[Opening Data records section]
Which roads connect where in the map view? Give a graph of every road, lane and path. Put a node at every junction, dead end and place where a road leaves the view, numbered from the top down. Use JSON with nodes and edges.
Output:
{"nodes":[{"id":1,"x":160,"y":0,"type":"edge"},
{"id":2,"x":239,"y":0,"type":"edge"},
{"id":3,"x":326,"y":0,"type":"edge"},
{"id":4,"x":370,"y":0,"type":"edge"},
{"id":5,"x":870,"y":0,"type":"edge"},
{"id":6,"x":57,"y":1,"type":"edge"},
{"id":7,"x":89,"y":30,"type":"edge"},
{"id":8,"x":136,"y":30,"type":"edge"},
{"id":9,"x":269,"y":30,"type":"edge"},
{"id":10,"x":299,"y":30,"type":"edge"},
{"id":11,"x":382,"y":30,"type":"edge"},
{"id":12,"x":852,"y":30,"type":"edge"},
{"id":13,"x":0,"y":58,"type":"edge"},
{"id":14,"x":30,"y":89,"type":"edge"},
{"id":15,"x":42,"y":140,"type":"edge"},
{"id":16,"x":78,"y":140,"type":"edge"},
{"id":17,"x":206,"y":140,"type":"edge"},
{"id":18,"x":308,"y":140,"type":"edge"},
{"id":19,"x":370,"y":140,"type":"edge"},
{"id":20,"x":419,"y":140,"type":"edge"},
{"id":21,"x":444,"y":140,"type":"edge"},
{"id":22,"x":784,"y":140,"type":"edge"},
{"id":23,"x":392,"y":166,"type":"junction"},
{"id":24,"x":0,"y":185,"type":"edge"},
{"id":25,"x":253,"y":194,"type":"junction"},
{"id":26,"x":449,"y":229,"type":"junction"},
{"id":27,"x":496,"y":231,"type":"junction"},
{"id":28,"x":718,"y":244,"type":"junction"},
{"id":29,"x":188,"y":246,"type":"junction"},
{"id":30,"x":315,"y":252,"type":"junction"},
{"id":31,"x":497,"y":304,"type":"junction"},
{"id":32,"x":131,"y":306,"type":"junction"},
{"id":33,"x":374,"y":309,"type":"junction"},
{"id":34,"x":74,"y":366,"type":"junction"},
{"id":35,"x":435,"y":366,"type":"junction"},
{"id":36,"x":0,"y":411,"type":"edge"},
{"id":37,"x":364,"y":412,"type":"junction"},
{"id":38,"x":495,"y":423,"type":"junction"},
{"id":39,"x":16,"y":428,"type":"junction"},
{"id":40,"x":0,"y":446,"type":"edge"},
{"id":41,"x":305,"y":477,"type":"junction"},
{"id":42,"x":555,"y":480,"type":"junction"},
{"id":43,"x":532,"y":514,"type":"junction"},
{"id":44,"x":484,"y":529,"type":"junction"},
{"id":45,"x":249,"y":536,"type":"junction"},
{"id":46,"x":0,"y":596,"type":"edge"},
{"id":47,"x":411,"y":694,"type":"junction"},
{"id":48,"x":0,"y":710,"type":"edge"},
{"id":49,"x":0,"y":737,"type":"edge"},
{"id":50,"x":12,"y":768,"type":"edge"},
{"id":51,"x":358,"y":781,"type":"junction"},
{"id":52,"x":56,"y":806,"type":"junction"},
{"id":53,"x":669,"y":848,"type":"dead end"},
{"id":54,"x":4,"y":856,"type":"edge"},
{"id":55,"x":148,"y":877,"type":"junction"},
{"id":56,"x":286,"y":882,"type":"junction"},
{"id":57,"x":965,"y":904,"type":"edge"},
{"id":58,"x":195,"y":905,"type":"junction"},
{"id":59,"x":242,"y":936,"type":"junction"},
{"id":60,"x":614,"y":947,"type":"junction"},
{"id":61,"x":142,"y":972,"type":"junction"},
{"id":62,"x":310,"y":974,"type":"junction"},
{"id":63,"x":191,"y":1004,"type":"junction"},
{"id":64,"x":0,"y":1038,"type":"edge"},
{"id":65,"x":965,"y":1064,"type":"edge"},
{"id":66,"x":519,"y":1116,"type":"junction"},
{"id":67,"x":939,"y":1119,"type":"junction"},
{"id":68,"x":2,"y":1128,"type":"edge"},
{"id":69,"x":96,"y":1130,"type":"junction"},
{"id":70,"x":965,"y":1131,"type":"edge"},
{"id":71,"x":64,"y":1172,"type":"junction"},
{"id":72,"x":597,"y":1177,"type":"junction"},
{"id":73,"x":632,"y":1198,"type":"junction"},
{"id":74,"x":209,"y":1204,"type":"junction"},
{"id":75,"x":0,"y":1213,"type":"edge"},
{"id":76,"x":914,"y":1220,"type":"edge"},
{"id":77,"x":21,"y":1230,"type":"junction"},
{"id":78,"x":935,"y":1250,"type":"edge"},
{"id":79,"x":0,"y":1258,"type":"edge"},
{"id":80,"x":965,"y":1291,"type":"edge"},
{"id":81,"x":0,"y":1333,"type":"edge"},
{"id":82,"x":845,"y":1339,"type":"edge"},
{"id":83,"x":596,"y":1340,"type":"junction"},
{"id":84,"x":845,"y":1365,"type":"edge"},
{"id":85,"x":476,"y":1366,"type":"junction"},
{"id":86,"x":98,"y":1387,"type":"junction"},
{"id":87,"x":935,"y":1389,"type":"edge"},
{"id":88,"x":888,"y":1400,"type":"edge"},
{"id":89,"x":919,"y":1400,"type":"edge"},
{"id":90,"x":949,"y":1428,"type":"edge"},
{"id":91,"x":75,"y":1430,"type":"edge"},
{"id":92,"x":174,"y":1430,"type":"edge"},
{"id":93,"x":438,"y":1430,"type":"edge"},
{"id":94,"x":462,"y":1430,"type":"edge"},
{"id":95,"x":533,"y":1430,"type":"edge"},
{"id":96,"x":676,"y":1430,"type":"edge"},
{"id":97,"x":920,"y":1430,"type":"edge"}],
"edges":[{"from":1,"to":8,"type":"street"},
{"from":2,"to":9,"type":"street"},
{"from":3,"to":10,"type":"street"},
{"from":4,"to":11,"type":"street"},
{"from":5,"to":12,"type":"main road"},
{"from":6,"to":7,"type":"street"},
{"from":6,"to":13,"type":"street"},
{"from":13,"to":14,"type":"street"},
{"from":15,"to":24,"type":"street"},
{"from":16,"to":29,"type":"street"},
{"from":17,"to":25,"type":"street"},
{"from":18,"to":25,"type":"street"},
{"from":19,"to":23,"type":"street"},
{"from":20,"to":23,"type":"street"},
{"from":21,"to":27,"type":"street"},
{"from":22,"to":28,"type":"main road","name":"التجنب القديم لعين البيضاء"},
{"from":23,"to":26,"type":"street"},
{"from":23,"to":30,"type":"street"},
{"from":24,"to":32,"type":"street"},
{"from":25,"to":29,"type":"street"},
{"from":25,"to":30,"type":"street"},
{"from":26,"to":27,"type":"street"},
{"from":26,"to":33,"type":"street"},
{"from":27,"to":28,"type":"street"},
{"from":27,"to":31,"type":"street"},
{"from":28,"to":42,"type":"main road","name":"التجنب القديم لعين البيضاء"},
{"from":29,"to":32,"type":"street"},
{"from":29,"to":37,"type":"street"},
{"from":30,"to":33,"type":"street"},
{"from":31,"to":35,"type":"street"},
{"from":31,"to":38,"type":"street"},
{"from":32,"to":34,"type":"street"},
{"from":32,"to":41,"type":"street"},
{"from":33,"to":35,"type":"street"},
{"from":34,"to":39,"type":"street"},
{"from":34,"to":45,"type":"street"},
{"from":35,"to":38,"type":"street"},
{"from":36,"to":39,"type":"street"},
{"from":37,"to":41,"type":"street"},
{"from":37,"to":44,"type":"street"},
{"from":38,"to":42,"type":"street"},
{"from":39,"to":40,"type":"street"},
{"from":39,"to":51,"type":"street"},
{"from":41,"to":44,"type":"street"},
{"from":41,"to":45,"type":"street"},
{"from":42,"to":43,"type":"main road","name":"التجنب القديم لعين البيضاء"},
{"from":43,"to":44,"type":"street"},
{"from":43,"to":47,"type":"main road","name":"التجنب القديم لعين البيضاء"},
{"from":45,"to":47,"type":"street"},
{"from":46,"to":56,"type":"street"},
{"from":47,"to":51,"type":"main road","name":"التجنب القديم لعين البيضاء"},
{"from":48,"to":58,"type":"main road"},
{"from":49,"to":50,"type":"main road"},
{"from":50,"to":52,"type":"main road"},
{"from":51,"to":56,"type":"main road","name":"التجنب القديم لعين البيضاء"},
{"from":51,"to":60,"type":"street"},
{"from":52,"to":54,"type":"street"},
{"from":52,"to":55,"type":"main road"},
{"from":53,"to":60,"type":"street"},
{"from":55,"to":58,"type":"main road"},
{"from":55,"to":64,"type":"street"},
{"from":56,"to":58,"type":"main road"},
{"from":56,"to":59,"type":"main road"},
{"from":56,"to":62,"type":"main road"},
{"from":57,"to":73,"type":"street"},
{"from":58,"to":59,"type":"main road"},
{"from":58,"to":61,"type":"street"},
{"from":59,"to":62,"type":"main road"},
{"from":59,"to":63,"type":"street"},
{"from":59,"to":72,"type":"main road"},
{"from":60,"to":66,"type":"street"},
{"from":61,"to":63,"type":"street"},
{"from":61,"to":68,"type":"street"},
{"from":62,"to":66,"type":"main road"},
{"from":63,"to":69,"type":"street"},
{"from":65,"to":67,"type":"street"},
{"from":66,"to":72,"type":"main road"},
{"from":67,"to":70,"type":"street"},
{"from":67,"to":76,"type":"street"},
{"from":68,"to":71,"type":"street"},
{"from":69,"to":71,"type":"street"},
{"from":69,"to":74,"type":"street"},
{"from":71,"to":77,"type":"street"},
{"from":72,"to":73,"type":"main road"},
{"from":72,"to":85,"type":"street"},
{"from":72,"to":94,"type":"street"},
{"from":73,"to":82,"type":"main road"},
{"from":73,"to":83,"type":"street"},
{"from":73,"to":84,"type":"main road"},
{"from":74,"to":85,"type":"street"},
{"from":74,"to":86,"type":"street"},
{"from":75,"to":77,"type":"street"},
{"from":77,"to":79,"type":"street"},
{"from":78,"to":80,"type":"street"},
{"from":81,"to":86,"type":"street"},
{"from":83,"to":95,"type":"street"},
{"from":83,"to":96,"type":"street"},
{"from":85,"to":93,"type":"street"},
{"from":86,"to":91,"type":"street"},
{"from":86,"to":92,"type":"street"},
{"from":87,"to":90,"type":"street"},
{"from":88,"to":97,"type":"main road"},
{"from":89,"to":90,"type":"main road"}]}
[Closing Data records section]
## [Prompt]
If a line in the records holds the string "edges", copy it.

## [Your response]
Which roads connect where in the map view? Give a graph of every road, lane and path. Put a node at every junction, dead end and place where a road leaves the view, numbered from the top down. Use JSON with nodes and edges.
"edges":[{"from":1,"to":8,"type":"street"},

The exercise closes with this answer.